Intro

Yesterday two sisters had a brain storm. After eating our weight in Easter chocolate we came together with a similar conclusion in an instant: "We better do something about our fat asses right NOW!" We've both struggled individually over a decade with our weight and this time we are teaming up to battle the bulge. The decision to blog about it in an open forum, instead of the Weight Watchers site is so we can be brutally honest. This is going to be one hilarious weight loss trip.

Sunday, August 14, 2011

Weight of the World

Not by any means am I well read with today's current events. I skim headlines on the internet and read just a few magazines to try to stay on top of things. I could not intelligently discuss the war in Iraq, global warming or truly get into what's going on in Somalia. I'm a mother of two running my own business from home and for 16 weeks now trying to lose an incredible amount of weight. My time is precious and spare time comes in fleeting moments that they are then used for taking deep breaths or having a 60 second catch-up with my husband.

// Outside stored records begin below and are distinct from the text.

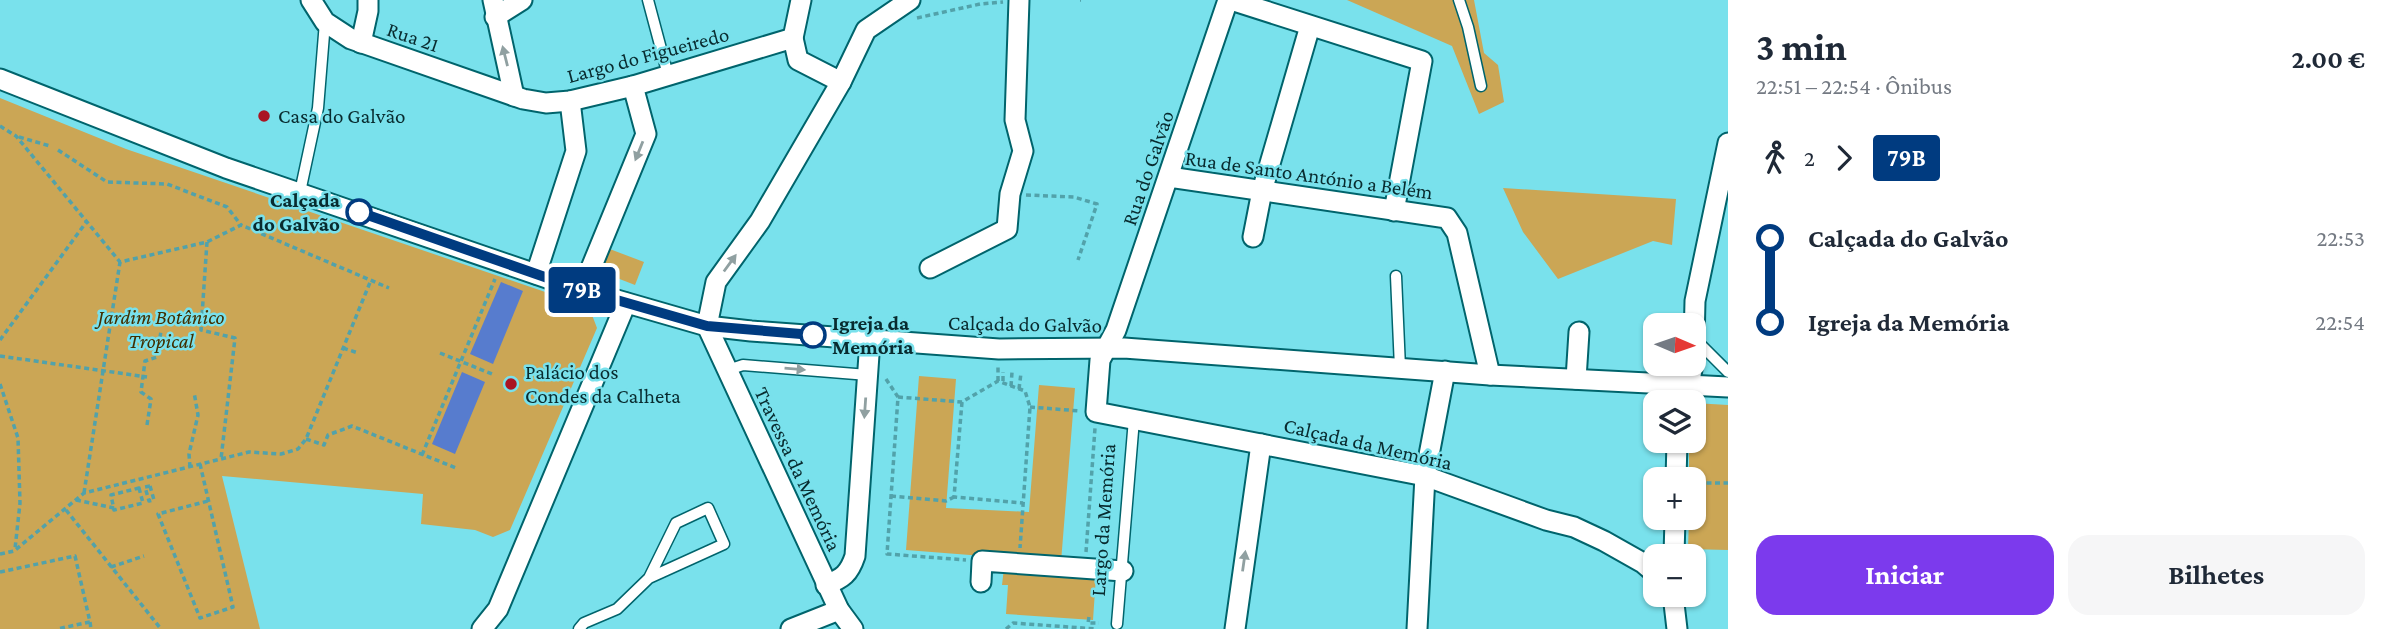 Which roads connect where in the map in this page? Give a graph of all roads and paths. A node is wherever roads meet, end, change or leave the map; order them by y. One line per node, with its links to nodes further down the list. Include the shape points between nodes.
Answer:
1 (311, 0): 13 (street, Rua 21)
2 (368, 0): 16 (street)
3 (522, 0): 10 (street)
4 (648, 0): 17 (lane)
5 (800, 0): 15 (street)
6 (876, 0): 12 (street)
7 (1019, 0): 11 (path); 33 (street, via 1015,120 1023,151)
8 (1230, 0): 14 (street); 30 (street, Rua do Galvão)
9 (1460, 0): 21 (lane)
10 (494, 8): 22 (street, one-way to 10)
11 (912, 9): 12 (street)
12 (877, 21): 19 (street, via 866,30)
13 (325, 22): 16 (street, Rua 21); 32 (lane, via 318,108)
14 (1310, 26): 31 (street); 34 (street, via 1422,61)
15 (793, 38): 17 (street, Largo do Figueiredo); 19 (street, via 798,60)
16 (361, 43): 22 (street, Rua 21)
17 (668, 75): 20 (street, Largo do Figueiredo)
18 (0, 79): 32 (street, Calçada do Galvão, via 226,168)
19 (841, 82): 50 (street, one-way to 19, via 716,282 760,221)
20 (633, 86): 23 (street, Largo do Figueiredo); 47 (street, one-way to 47, via 646,134)
21 (1481, 86)
22 (514, 96): 23 (street, Largo do Figueiredo, via 546,103)
23 (570, 101): 42 (street, via 576,151)
24 (3, 127): 25 (path); 26 (path)
25 (0, 134)
26 (16, 136): 28 (path); 35 (path)
27 (1728, 143): 49 (street)
28 (50, 146)
29 (58, 149): 36 (path, via 107,182 167,184 227,207)
30 (1169, 177): 31 (street, Rua de Santo António a Belém); 56 (street, Rua do Galvão, via 1116,330)
31 (1262, 191): 34 (street, Rua de Santo António a Belém); 37 (street)
32 (300, 192): 42 (street, Calçada do Galvão)
33 (1010, 194): 39 (path, via 1074,197 1097,204); 41 (street, via 1007,229)
34 (1394, 211): 71 (street, Rua de Santo António a Belém, via 1447,218 1457,233)
35 (87, 221): 40 (path); 53 (path)
36 (241, 225): 38 (path); 45 (path)
37 (1253, 237)
38 (207, 242): 40 (path); 93 (path, via 201,330 235,338)
39 (1078, 260)
40 (120, 262): 64 (path)
41 (926, 270)
42 (536, 274): 47 (street, Calçada do Galvão)
43 (497, 276): 61 (path)
44 (1396, 276): 62 (lane)
45 (371, 280): 46 (path); 55 (path)
46 (389, 288)
47 (582, 290): 48 (street, Calçada do Galvão)
48 (626, 303): 50 (street, Calçada do Galvão); 133 (street, via 498,609)
49 (1695, 313)
50 (707, 326): 54 (street, Calçada do Galvão); 63 (street, Travessa da Memória)
51 (161, 331): 73 (path, via 157,357 145,361)
52 (1579, 332): 74 (street)
53 (0, 340)
54 (870, 340): 56 (street, Calçada do Galvão, via 999,349); 72 (street)
55 (343, 348): 58 (path); 90 (path)
56 (1105, 348): 62 (street, Calçada do Galvão); 87 (street, Rua do Galvão)
57 (1706, 350): 68 (lane)
58 (358, 353)
59 (440, 353): 61 (path)
60 (0, 356): 64 (path)
61 (461, 361): 70 (path); 92 (path)
62 (1399, 368): 65 (street, Calçada do Galvão)
63 (728, 370): 72 (lane, one-way to 72, via 743,365); 122 (street, Travessa da Memória)
64 (103, 371): 73 (path); 100 (path)
65 (1445, 371): 71 (street, Calçada do Galvão); 97 (street)
66 (1003, 372): 75 (path)
67 (1012, 372): 77 (path)
68 (1728, 372)
69 (1021, 373): 79 (path)
70 (492, 374)
71 (1490, 374): 74 (street, Calçada do Galvão)
72 (868, 375): 83 (path, via 885,377); 122 (street, one-way to 122, via 855,556 850,572)
73 (145, 377): 89 (path, via 141,392 151,399)
74 (1576, 379): 80 (street, Calçada do Galvão)
75 (1003, 381): 77 (path); 84 (path)
76 (0, 384): 110 (path, via 18,439 20,503)
77 (1011, 386): 79 (path)
78 (1728, 387): 81 (street, Calçada do Galvão)
79 (1019, 389): 85 (path, via 1025,391)
80 (1655, 390)
81 (1706, 390)
82 (194, 392): 95 (path, via 198,415)
83 (898, 397): 84 (path); 103 (path)
84 (962, 402): 104 (path)
85 (1030, 407): 86 (path); 107 (path)
86 (1073, 410)
87 (1096, 412): 88 (street, Calçada da Memória); 117 (path)
88 (1133, 419): 91 (street, Calçada da Memória); 118 (lane, Largo da Memória)
89 (147, 425)
90 (306, 439): 92 (path, via 324,445 328,435 352,426); 93 (path, via 298,449 281,454 249,452)
91 (1261, 444): 97 (street, Calçada da Memória); 138 (street, one-way to 91)
92 (422, 455): 96 (path)
93 (221, 459): 94 (path)
94 (200, 464): 95 (path); 106 (path)
95 (190, 467): 100 (path)
96 (456, 468)
97 (1425, 476): 115 (street, Calçada da Memória, via 1574,527); 139 (street)
98 (1706, 482): 99 (path)
99 (1728, 483)
100 (84, 493): 105 (path)
101 (151, 493): 102 (path)
102 (141, 495): 108 (path, via 143,503); 108 (path, via 139,488 111,495)
103 (891, 496): 104 (path, via 946,501); 113 (path, via 887,554)
104 (954, 497): 107 (path)
105 (76, 500): 108 (path); 109 (path)
106 (208, 501): 106 (path, via 233,607 200,618 158,514)
107 (1023, 503): 114 (path)
108 (114, 508)
109 (66, 510): 110 (path); 116 (path)
110 (14, 551): 111 (path)
111 (0, 554)
112 (144, 556): 116 (path)
113 (982, 561): 114 (street); 121 (street)
114 (1019, 564): 117 (street)
115 (1643, 565)
116 (111, 567): 132 (path)
117 (1084, 569): 118 (street)
118 (1123, 571): 128 (lane, Largo da Memória)
119 (0, 572): 126 (path, via 75,556)
120 (649, 578): 120 (lane, via 676,523 708,508 724,544); 134 (lane, via 617,609)
121 (981, 583)
122 (827, 584): 124 (street, Travessa da Memória)
123 (1674, 607): 140 (street)
124 (839, 610): 135 (street); 136 (street, Travessa da Memória)
125 (1089, 617): 127 (path, via 1088,623)
126 (90, 622): 130 (path); 131 (path)
127 (1099, 623)
128 (1117, 624)
129 (1007, 628): 137 (path, via 1013,623)
130 (57, 629)
131 (91, 629)
132 (161, 629)
133 (482, 629)
134 (579, 629)
135 (791, 629)
136 (853, 629)
137 (1097, 629)
138 (1235, 629)
139 (1417, 629)
140 (1677, 629)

However, I do struggle with what seems like my minor problems compared to the weight of the worlds issues. Are polar bears doomed for extinction? What's happening in our oceans? Why are we growing more corn for fuel than for feeding starving people in the world? When did China become a super power? Why can't I recycle 4's and 5's? The list goes on. My daily food struggles about whether or not to eat a cookies seem so stupid when I think about women struggling in other parts of the world. Not only do I have days dealing with my on 'weight issues', but as a person who truly cares about the world and wanting a healthy and happy planet for my children I feel like I have days were the 'weight' of the world is on my shoulders also. How can my daily combats with food compare with the a soldier fighting for our freedom?

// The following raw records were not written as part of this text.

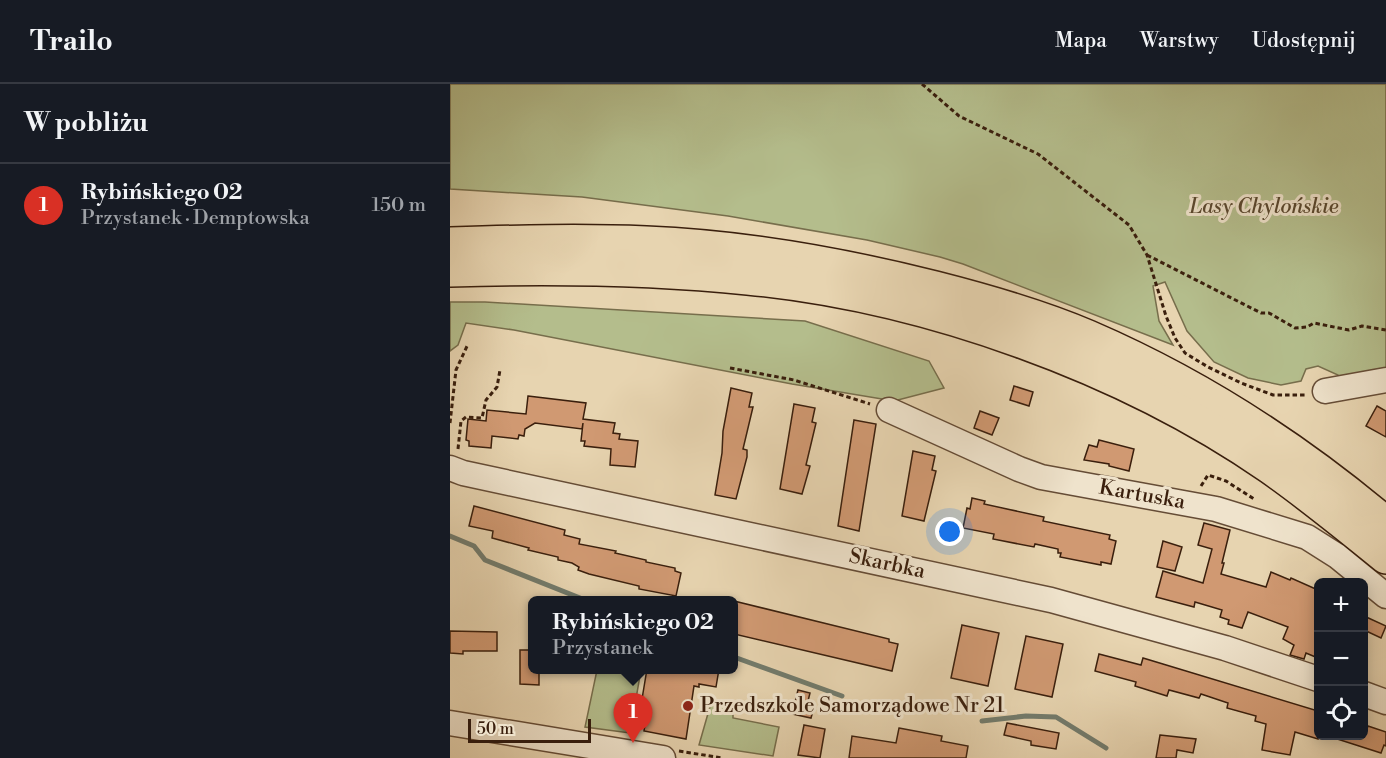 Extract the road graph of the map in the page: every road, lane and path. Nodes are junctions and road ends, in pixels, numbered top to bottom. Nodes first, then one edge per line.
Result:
1 (922, 84) edge
2 (450, 244) edge
3 (1147, 255) junction
4 (450, 270) edge
5 (1386, 330) edge
6 (468, 344) dead end
7 (730, 368) dead end
8 (500, 370) dead end
9 (1386, 380) edge
10 (1325, 392) joint
11 (889, 410) joint
12 (450, 423) edge
13 (454, 459) edge
14 (1386, 524) edge
15 (1386, 557) edge
16 (1386, 596) edge
17 (1314, 678) edge
18 (1368, 695) edge
19 (1386, 702) edge
20 (450, 723) edge
21 (568, 750) edge
22 (663, 758) edge

1 - 3 path
2 - 14 highway
3 - 5 path
3 - 10 path
4 - 15 highway
6 - 12 path
7 - 11 path
8 - 13 path
9 - 10 street
11 - 16 street, Kartuska
13 - 17 street, Skarbka
18 - 19 street
20 - 21 street
21 - 22 street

Today, it seemed an answer came to me and settled these introverted questions plaguing my brain. My day started with my dog having liquid diarrhea. P.S. My dog is a 90 lbs GSD. So, this diarrhea statement should not be taken lightly. Okay. That got cleaned up. Then after breakfast (yes we were actually able to eat after the clean-up) the family got a few errands done and I planned a roast chicken dinner tonight. At about 2:00 as I just finished cleaning up lunch and getting some things prepped for dinner a few things started happening all at once. First, the TV went black. Dead. We discussed replacing it previously, but now I was determined to just send my husband out to get a new TV and just stop dealing with broken stuff all over the house. So, off he went to Best Buy and I started getting dinner in the oven. Then the dog started with diarrhea again.... and again... and again. Up and down the stairs I flew restarting the carpet cleaner and trying to get dinner moving along at the same time. My kids were hungry and demanding food and screaming every time the dog was having an accident.

During all this time I did 4 loads of laundry, continually mopped floors, was trying a new recipe and fielded a few calls from my husband while he was at Best Buy. Mostly to tell me it was all going to cost more than we thought. Yippee! Now it's the evening and two kids are asleep, my dog has been gated to the downstairs and the rugs were pulled up (at one point he broke though the gate only to come upstairs and have more diarrhea in my bedroom) and the dishes are all done now.

Where the hell is the answer in this frantic miserable day? My weight issues can't possibly compare to the weight of the world. But this is my life. No politician came into my house and cleaned up the poo. Gordon Ramsey didn't show up and make dinner for me. Jillian Michaels didn't come over for a training session. Today I was dealt a 'shitty' hand in more ways then one. Some days that's just how it goes. And amongst all the chaos I figured out my place in the world. Right now I can do the world good by staying on the weight loss path. I need to be the best me and continue to loose the weight, get fit and healthy. If everyone tried a little harder to be a better person/a healthier person imagine what a wonderful place this planet would be? I know I'm just one little person on the Earth with billions of others, but I have to trust we can all make a difference. Now that I'm thinking smaller about the 'weight issues' of the world I feel a little lighter. I don't know all what the future will hold, but this I do know. I will continue to loose weight and be the best human being I can be. Only good can spread from it and hopefully someone else will feel a little lighter tomorrow.